Now, I will come clean by telling you that I have always been a person moved by the onset of Spring. Where I grew up Fall was the signal of a coming winter that was, by and large, grey and rainy with the temperature generally hovering around 34 degrees.  The damp cut you like a knife.  When I moved to the Chicago area for seminary there came an annual autumn trip to our rival seminary in the Wisconsin woods for a football game.  Now, I grew up with the beautiful Blue Ridge Mountains in full Fall foliage, but never before these games had I walked knee-deep in brilliant yellow leaves the size of Frisbees.  Plus, it got dark so much earlier in these more northern latitudes. It was a siren’s song, of course, because it meant that the dark grey of winter would onset in early November and it would not relent to a warming sun and clearing sky until late April or early May.  I would be deprived of blue sky and green grass until long after the calendar and the planets proclaimed it Spring.  Ah, it was, for me, one more lesson of “the Lord giveth and the Lord taketh away.”

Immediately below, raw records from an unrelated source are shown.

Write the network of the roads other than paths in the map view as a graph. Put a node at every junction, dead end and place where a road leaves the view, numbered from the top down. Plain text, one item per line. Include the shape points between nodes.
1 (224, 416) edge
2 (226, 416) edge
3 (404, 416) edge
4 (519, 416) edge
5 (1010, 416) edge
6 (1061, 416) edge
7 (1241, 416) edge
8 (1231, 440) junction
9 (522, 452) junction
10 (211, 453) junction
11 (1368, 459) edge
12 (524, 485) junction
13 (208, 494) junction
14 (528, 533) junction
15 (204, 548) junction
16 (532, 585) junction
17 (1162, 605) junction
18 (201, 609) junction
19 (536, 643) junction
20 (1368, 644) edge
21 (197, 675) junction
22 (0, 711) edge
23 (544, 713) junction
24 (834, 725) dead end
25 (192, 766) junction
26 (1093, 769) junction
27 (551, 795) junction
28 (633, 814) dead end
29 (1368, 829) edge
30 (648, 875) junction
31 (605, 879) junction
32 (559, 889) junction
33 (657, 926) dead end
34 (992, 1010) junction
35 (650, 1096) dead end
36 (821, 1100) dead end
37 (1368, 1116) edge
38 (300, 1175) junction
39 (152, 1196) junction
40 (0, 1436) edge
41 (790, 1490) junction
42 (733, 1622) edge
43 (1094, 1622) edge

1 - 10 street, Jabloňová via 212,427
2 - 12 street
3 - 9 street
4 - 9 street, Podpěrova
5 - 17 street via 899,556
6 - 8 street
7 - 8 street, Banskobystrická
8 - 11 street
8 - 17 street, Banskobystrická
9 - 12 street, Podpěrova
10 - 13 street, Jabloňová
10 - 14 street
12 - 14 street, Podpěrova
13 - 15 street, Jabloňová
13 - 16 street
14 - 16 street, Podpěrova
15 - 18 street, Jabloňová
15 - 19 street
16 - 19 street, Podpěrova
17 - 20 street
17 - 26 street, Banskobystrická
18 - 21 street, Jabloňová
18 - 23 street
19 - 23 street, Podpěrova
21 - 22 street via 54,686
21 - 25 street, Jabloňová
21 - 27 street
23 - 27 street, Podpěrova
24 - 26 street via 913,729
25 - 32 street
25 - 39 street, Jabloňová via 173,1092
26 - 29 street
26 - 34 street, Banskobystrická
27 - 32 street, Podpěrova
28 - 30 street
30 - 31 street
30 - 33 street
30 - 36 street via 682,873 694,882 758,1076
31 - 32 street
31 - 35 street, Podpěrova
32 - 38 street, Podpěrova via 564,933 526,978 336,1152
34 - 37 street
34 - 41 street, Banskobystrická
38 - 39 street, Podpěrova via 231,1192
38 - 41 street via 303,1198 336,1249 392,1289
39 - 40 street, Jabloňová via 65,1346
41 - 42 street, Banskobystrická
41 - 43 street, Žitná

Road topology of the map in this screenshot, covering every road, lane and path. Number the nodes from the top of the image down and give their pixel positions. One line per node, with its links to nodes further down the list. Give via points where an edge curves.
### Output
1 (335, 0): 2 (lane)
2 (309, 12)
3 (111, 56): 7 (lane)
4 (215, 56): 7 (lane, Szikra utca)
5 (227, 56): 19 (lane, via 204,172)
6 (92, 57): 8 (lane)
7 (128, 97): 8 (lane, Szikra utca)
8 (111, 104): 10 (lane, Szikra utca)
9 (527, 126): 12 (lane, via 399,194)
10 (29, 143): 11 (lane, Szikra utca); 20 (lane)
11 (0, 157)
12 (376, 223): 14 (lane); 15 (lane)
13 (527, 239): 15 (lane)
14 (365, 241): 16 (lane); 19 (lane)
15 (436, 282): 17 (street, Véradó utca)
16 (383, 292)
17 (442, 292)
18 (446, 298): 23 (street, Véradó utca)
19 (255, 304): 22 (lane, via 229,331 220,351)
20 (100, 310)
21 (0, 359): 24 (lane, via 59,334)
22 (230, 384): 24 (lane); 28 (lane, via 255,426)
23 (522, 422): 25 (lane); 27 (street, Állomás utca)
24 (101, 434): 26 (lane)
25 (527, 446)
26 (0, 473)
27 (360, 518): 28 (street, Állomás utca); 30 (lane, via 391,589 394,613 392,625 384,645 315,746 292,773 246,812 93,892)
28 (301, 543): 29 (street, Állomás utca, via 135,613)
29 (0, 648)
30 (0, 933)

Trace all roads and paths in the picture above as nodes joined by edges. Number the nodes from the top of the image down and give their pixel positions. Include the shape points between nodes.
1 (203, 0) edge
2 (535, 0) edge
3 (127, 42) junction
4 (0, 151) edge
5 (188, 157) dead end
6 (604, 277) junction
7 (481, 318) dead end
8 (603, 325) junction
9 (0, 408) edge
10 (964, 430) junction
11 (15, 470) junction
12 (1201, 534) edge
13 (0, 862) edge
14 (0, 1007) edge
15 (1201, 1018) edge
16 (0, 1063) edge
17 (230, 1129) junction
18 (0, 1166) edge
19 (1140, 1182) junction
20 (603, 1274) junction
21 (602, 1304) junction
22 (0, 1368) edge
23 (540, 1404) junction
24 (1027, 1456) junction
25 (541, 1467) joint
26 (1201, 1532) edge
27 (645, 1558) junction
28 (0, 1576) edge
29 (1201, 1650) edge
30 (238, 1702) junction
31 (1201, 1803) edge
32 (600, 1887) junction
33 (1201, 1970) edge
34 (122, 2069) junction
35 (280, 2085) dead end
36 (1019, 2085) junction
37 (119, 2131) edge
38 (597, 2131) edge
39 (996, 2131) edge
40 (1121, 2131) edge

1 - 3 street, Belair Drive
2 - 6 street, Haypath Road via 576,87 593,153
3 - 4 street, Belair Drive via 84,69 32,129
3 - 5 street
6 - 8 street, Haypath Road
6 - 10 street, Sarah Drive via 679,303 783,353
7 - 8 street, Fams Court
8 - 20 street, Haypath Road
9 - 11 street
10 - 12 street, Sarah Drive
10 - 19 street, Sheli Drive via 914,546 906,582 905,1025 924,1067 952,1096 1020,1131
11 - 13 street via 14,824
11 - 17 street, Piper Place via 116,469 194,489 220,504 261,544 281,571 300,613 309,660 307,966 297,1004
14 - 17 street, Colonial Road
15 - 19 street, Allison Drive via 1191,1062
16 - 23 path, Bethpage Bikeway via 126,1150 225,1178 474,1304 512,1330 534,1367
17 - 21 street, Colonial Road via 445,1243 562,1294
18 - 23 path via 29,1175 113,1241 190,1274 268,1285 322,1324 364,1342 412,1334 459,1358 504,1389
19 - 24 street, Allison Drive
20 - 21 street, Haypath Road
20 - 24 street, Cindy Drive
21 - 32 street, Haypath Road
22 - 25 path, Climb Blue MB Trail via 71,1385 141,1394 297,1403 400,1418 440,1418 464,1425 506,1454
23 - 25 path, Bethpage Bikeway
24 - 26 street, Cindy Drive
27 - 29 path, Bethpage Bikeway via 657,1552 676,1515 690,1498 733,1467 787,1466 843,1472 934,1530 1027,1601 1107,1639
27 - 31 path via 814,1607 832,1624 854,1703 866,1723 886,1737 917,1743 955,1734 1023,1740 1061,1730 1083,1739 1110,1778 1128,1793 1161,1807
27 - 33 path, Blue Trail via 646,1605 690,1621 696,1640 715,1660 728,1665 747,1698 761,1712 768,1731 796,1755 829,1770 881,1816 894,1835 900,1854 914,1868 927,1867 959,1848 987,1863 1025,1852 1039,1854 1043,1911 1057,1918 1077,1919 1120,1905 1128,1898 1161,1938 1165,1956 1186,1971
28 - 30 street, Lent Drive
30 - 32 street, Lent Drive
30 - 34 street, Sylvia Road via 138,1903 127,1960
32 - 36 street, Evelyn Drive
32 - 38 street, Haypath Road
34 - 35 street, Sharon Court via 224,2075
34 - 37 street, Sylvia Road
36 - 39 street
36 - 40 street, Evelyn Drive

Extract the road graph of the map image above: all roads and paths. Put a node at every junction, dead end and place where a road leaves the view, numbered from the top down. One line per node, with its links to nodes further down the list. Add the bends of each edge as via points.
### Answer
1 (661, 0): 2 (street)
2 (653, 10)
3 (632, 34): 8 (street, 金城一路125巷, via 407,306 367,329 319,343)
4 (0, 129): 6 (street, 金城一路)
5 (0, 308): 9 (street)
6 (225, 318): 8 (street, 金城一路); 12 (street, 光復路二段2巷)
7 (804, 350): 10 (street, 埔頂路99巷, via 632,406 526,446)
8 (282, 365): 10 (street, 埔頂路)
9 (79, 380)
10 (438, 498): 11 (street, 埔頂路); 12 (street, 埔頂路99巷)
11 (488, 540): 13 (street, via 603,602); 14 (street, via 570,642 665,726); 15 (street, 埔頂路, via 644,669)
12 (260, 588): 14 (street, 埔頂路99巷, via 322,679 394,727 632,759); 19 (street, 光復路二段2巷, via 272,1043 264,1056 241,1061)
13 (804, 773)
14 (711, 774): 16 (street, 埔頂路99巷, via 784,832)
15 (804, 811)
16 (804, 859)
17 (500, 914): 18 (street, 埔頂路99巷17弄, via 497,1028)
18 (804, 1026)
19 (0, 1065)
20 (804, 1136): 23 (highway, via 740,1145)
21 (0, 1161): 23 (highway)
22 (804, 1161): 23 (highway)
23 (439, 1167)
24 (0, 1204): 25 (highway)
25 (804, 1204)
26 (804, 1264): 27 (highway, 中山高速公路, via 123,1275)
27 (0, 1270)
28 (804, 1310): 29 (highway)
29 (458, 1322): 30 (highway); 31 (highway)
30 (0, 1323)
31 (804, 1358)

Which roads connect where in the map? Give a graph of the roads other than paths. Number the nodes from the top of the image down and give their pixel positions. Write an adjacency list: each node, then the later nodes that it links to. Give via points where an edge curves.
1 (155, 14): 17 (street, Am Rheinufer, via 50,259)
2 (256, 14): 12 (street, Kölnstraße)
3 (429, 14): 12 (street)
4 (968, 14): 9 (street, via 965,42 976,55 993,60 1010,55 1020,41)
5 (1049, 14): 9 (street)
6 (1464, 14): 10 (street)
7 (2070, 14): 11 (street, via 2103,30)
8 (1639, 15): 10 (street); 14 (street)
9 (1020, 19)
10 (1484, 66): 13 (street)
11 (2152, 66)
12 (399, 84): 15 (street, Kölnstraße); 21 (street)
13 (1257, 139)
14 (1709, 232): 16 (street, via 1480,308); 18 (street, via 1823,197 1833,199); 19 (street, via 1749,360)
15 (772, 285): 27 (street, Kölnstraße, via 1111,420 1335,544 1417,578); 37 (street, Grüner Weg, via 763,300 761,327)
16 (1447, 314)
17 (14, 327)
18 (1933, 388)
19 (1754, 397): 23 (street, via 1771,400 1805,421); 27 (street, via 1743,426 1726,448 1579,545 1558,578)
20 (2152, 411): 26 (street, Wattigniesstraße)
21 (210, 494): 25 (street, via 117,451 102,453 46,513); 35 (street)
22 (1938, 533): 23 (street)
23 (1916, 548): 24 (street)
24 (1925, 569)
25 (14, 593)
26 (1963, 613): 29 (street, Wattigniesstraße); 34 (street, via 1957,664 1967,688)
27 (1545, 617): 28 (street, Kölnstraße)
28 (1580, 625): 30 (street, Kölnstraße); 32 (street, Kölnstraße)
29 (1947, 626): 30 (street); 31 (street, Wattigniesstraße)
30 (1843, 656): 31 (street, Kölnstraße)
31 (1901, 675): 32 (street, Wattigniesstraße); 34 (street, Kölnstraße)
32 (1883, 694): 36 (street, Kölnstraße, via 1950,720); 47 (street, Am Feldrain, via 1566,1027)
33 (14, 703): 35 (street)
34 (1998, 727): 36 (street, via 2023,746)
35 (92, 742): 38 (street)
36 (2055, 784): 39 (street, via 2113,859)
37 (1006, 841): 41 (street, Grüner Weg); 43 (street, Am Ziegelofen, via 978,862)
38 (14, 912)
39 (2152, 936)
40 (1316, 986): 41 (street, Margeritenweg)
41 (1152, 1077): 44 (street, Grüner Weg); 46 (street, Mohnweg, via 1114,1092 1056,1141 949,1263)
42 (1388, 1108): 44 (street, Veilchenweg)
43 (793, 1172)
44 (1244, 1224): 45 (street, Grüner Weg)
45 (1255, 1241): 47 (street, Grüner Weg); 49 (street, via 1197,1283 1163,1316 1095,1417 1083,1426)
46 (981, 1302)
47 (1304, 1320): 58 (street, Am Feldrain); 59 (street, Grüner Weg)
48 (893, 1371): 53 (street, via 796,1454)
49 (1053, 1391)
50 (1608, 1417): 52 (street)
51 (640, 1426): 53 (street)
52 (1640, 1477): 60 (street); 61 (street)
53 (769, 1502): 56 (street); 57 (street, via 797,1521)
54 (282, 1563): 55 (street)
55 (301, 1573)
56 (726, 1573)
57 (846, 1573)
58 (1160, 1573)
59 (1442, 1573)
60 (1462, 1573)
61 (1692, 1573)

Despite these things, I was, and admit that I still am, charmed by that crispness and the earlier arrival each day of the vesper light (no thanks to daylight savings time).  There is a sense of boundaries, not hard and harsh but persistent while being gentle.  Schools return to session and that means to me there is a renewal of learning.  Choirs return and that means there is a renewal of singing.  People return and that harkens a renewal of community.

The late strains of Fall will bring the candle-glow of Advent.  Winter gifts us with the Incarnation and the Epiphany and, despite its name ushers us the challenges of Lent.  Easter breaks forth in all ways of the Resurrection and floods us with new life.  Those tender pale greens and running waters of Spring deepen into the full bloom and expansive daylight of summers.

God tells time by the movement of planets and the ebb and flow of tides.  Never is there the need for a “leap” to correct or insert, and you never have to roll the date on your wristwatch to because of a twenty-eight or thirty day month.  I love this rhythm.  It is natural.  It is liturgical.  It is God’s time. 
 
The eyes of all wait upon you, O Lord, *
and you give them their food in due season.
You open wide your hand *
and satisfy the needs of every living creature.
The Lord is righteous in all his ways *
and loving in all his works.  Psalm 145:16-18

May you find God’s rhythm in your days, in your seasons, in your prayers, in your breath and in your life.